I miss her miss her and feel again that I lean against loneliness and wear an empty shirt—as someone readies to leave and I open the closet door to see the clothes and nothing else—nothing—the everything of nothing come again for birds and their inevitable flight.

“I lean against loneliness and wear an empty shirt…” Is the poet saying that she wears a shirt that belongs to someone else and is therefore empty or that even when she wears this shirt, she is empty? The line can be read either way, and is as stunning as it is heartbreaking. Ellis uses the word “nothing” three times in one sentence, concluding with “the everything of nothing.” Does she refer to a life that is so full and ultimately ends in an empty shirt? Is the poet asking us to face the void and come to grips with mortality? We do not know who the “her” is, but we don’t need to know. What we do know is that overwhelming feeling of loss that leads us to look in the closet where the clothes still hang or the clothes once hung, to try to resurrect a life, but there is nothing to do, the birds will take flight.  

Ellis’ collection of poems is a book to hold close, a book to cherish in the extraordinary accomplishment of image and scene and form, while also celebrating the poems’ revelations and search for something to bring us home.  I’ll end with the final lines of the poem “Thunder:”

…the reality of beauty is too quick to mention—easy to love—love uneasy around that older look I see in the mirror before I walk outside—search for gods.

Alicia Elkort, a white woman with short reddish brown hair, glasses, freckles, and a smile.

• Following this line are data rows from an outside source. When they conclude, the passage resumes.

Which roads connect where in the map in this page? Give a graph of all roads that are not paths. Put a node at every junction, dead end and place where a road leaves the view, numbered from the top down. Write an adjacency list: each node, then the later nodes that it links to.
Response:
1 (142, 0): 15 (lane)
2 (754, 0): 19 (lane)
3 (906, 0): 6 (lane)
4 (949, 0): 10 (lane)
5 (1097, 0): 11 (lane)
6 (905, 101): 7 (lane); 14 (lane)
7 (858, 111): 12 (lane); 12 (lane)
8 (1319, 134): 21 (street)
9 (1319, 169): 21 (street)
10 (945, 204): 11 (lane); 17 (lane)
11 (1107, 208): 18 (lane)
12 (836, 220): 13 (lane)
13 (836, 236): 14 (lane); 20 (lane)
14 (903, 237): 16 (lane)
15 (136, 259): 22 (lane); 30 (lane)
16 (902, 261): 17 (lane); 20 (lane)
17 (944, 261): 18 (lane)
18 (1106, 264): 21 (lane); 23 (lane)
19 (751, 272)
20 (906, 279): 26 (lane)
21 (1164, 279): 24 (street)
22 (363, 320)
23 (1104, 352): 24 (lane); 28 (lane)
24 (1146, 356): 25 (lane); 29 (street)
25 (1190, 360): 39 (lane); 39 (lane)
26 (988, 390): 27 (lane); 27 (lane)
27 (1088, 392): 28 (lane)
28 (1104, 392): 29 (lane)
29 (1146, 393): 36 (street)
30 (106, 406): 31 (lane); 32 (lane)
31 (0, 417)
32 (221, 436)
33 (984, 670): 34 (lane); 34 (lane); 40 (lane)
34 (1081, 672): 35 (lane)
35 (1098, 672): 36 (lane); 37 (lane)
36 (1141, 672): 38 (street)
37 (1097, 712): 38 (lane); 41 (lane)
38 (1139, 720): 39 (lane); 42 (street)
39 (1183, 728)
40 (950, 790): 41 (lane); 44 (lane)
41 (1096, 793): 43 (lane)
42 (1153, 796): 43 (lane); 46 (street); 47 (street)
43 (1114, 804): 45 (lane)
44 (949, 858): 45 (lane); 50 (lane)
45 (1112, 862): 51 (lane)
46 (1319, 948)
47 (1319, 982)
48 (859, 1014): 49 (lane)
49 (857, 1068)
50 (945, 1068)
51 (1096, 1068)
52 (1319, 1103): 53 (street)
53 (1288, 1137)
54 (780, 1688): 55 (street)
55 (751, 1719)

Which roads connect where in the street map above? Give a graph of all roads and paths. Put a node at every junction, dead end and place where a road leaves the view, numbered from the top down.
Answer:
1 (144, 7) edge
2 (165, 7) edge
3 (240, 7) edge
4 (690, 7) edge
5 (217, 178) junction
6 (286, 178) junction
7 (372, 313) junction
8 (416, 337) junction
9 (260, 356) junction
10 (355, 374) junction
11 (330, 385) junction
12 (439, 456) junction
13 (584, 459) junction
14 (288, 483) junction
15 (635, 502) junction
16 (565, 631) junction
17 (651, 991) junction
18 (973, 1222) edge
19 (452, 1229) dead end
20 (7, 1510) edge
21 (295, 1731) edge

Alicia Elkort’s first book of poetry, A Map of Every Undoing, was published in 2022 by Stillhouse Press with George Mason University. Her poetry has been nominated several times for the Pushcart, Best of the Net, and the Orison Anthology, and her work appears in numerous journals and anthologies. Alicia works as a Life Coach and resides in Santa Fe, NM where praise and clouds are part of her everyday experience.